At 85, Akintoye Calls for Sober Reflection on Nigeria

Banji Akintoye

Yoruba Leader and a Historian, Prof Banji Akintoye, has called for a sober reflection on Nigeria.

Akintoye made this call during a reception held to mark his 85th birthday at the Secretariat of the Yoruba World Congress in Lagos.

Though ebullient and pleased to see leaders of various Yoruba groups affiliated with his Yoruba World Congress, Akintoye was quick to clarify that he had no intention to celebrate or throw party for his 85th birthday.

He declared: “I was at home receiving some family members and friends when our Secretary General, Prof Anthony Kila, summoned me to a meeting at the secretariat and I came to meet all this.
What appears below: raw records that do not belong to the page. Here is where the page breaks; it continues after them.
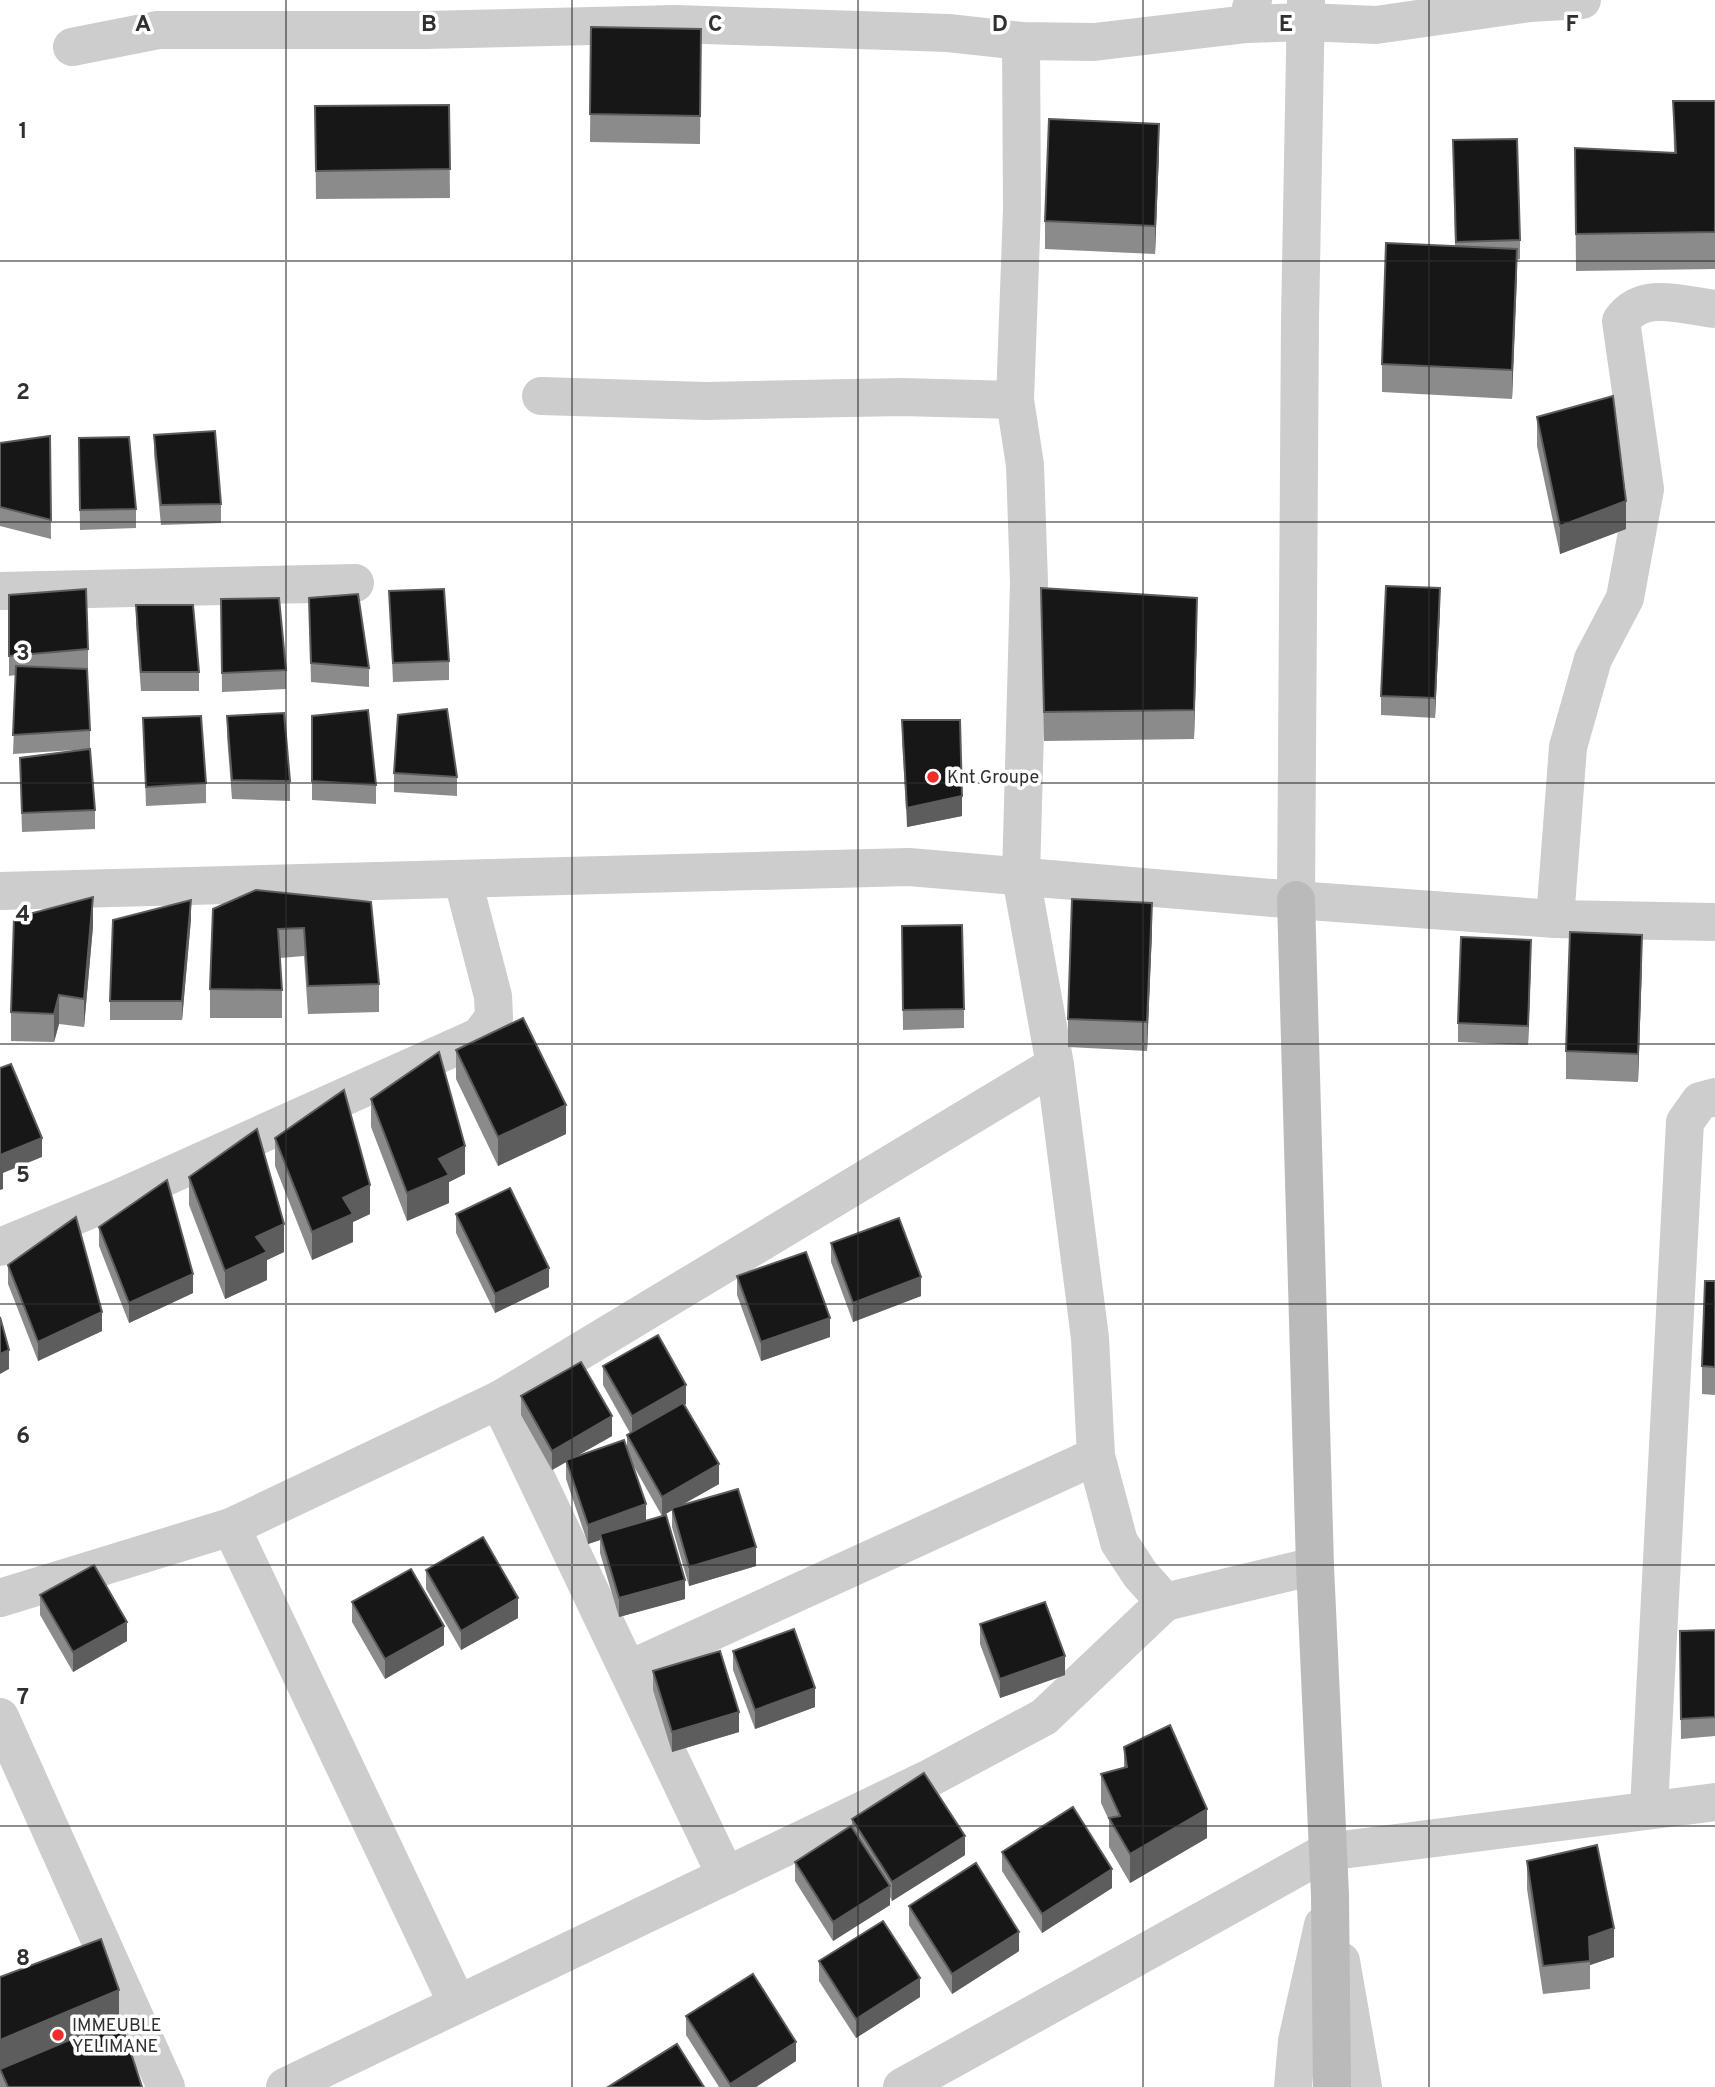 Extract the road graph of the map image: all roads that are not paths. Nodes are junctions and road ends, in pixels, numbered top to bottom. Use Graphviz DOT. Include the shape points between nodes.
graph roads {
  1 [pos="1582,0"];
  2 [pos="1306,11"];
  3 [pos="1250,12"];
  4 [pos="1021,41"];
  5 [pos="72,47"];
  6 [pos="1715,309"];
  7 [pos="541,396"];
  8 [pos="1015,400"];
  9 [pos="355,583"];
  10 [pos="0,591"];
  11 [pos="1021,877"];
  12 [pos="463,881"];
  13 [pos="0,891"];
  14 [pos="1296,900"];
  15 [pos="1555,919"];
  16 [pos="1715,922"];
  17 [pos="1055,1065"];
  18 [pos="1715,1097"];
  19 [pos="0,1247"];
  20 [pos="499,1400"];
  21 [pos="1096,1456"];
  22 [pos="231,1527"];
  23 [pos="1315,1566"];
  24 [pos="0,1598"];
  25 [pos="1165,1602"];
  26 [pos="628,1670"];
  27 [pos="0,1717"];
  28 [pos="1715,1802"];
  29 [pos="1650,1808"];
  30 [pos="1326,1852"];
  31 [pos="726,1876"];
  32 [pos="1330,1895"];
  33 [pos="457,2003"];
  34 [pos="166,2087"];
  35 [pos="285,2087"];
  36 [pos="902,2087"];
  37 [pos="1293,2087"];
  38 [pos="1332,2087"];
  39 [pos="1363,2087"];
  1 -- 2 [label="street" via="1376,25"];
  2 -- 3 [label="street"];
  2 -- 14 [label="street"];
  3 -- 4 [label="street" via="1094,42"];
  4 -- 5 [label="street" via="948,33 676,23 424,30 158,30"];
  4 -- 8 [label="street" via="1022,208"];
  6 -- 15 [label="street" via="1646,301 1629,309 1621,321 1646,489 1625,598 1593,659 1567,747"];
  7 -- 8 [label="street" via="705,401"];
  8 -- 11 [label="street" via="1025,466 1029,582"];
  9 -- 10 [label="street"];
  11 -- 12 [label="street" via="909,867"];
  11 -- 14 [label="street"];
  11 -- 17 [label="street"];
  12 -- 13 [label="street"];
  12 -- 19 [label="street" via="494,996 494,1017 480,1035 120,1198"];
  14 -- 15 [label="street"];
  14 -- 23 [label="street"];
  15 -- 16 [label="street"];
  17 -- 20 [label="street"];
  17 -- 21 [label="street" via="1090,1338"];
  18 -- 29 [label="street" via="1700,1101 1685,1122"];
  20 -- 22 [label="street"];
  20 -- 26 [label="street"];
  21 -- 25 [label="street" via="1119,1542"];
  21 -- 26 [label="street"];
  22 -- 24 [label="street"];
  22 -- 33 [label="street"];
  23 -- 25 [label="street"];
  23 -- 30 [label="street"];
  25 -- 31 [label="street" via="1044,1717 928,1779"];
  26 -- 31 [label="street"];
  27 -- 34 [label="street"];
  28 -- 29 [label="street"];
  29 -- 30 [label="street"];
  30 -- 32 [label="street"];
  30 -- 36 [label="street"];
  31 -- 33 [label="street"];
  32 -- 37 [label="street" via="1297,2041"];
  32 -- 38 [label="street"];
  32 -- 39 [label="street"];
  33 -- 35 [label="street"];
}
Well, all I can say is thank you very much.”

When asked why he did not want to hold a party? Prof Akintoye answered: “There is an ongoing tradition that started close three decades ago in which I celebrate my birthday only every Ten years and the Yoruba communities in the United States have a sort of exclusive rights over that celebration the next one will be in five years’ time if God spears me. So, there is no big celebration today.”
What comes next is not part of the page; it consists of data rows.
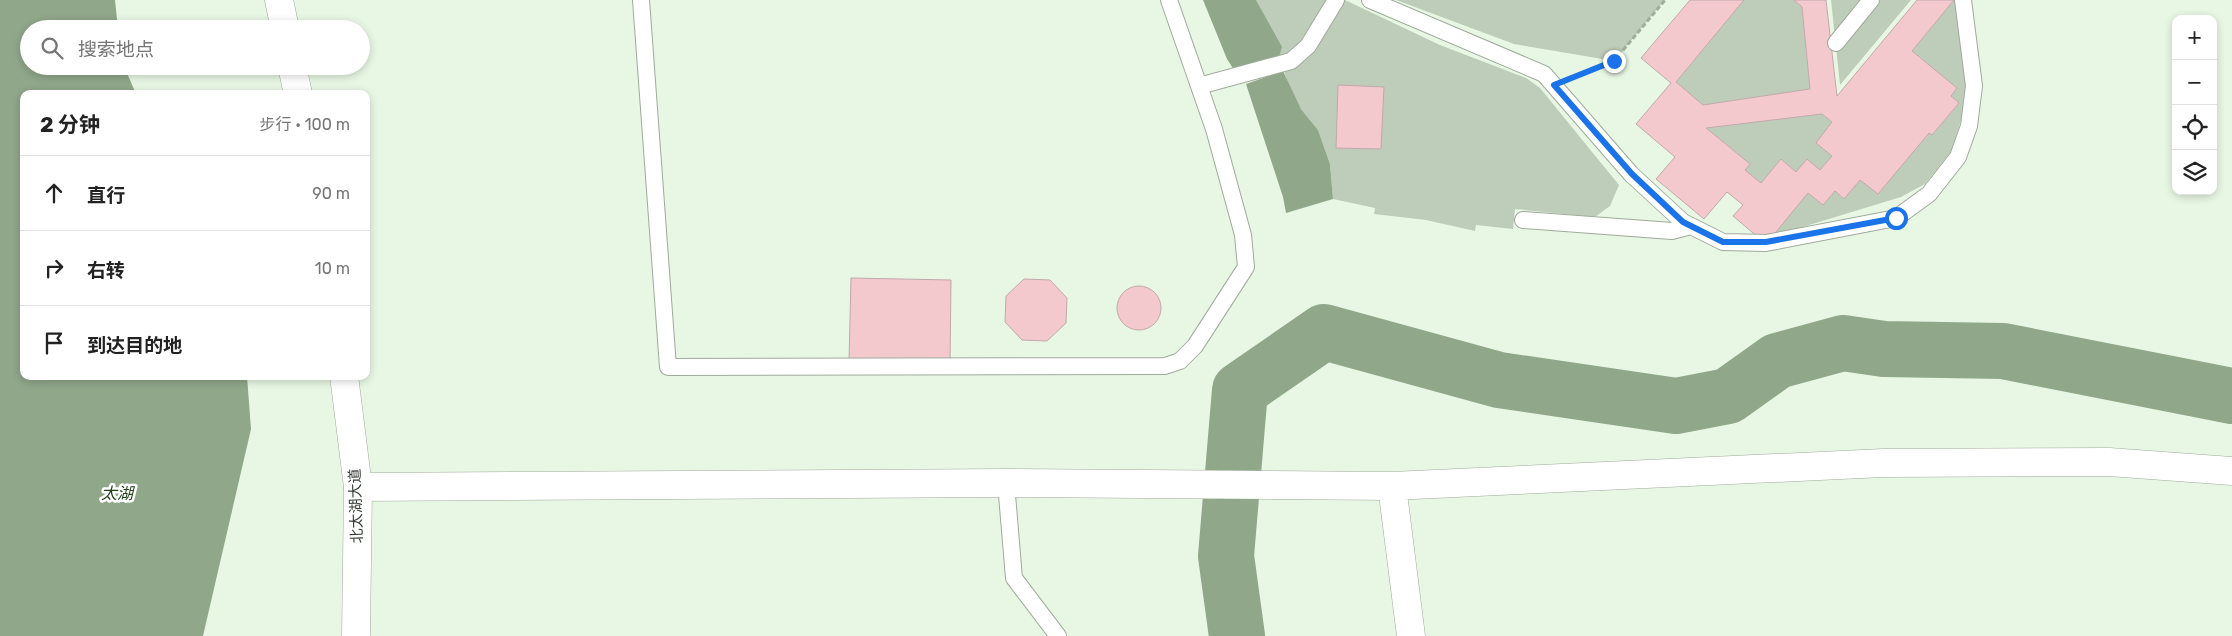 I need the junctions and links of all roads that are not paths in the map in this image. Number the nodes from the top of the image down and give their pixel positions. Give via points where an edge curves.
1 (279, 0) edge
2 (641, 0) edge
3 (1169, 0) edge
4 (1336, 0) edge
5 (1370, 0) edge
6 (1871, 0) edge
7 (1963, 0) edge
8 (282, 20) edge
9 (1836, 43) dead end
10 (294, 75) edge
11 (1199, 86) junction
12 (297, 90) edge
13 (1523, 220) dead end
14 (1691, 226) junction
15 (345, 380) edge
16 (2232, 471) edge
17 (1006, 483) junction
18 (1392, 486) junction
19 (358, 487) junction
20 (356, 636) edge
21 (1058, 636) edge
22 (1411, 636) edge

1 - 8 street
2 - 11 lane via 668,367 1155,366 1180,361 1195,346 1246,267 1243,235
3 - 11 lane
4 - 11 lane via 1308,46 1291,61
5 - 14 lane via 1544,74 1632,174
6 - 9 lane
7 - 14 lane via 1974,86 1969,126 1958,156 1929,194 1896,218 1766,242 1723,242
10 - 12 street
13 - 14 lane via 1672,231
15 - 19 street, 北太湖大道
16 - 18 street via 2109,462 1883,463
17 - 18 street
17 - 19 street
17 - 21 lane via 1014,578
18 - 22 street
19 - 20 street, 北太湖大道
He added that he was not in a very festive mood because of the conditions of the country even though there were more than enough reasons to thank God for a being hale and healthy after seeing over eighty-five years in this world.

The celebrated historian is worried and unhappy about the Nigeria of today: “When I think of what we had in mind for this country, our lofty ideas and the great steps we took at least in the western region under the leadership and of Chief Obafemi Awolowo and we compare the country to where we are today then you will see why I am not happy.

“I look at the state of security or rather insecurity. I consider prospect of our youths. I look at our education and health facilities and other infrastructure. I see too many of our people in abject poverty and I want us to have a sober reflection on what is going on the country. People are sad and unsafe; the future is not looking bright for too many of young our people.”

He also stated the need to rethink this Nigeria because “the way it is so far does not seem to be fit for purpose. We need to change things. We need to review how we want to live together as a people in order to come up with a clear, fair and effective country.

“I want everyone in Nigeria to have a sober reflection on the country, to ask real and questions about our security, health, education and standing in world.”

The historian urged the Yoruba race to rediscover the Omoluabi principles that defined a Yoruba person and to be their brother’s keepers anywhere in the world.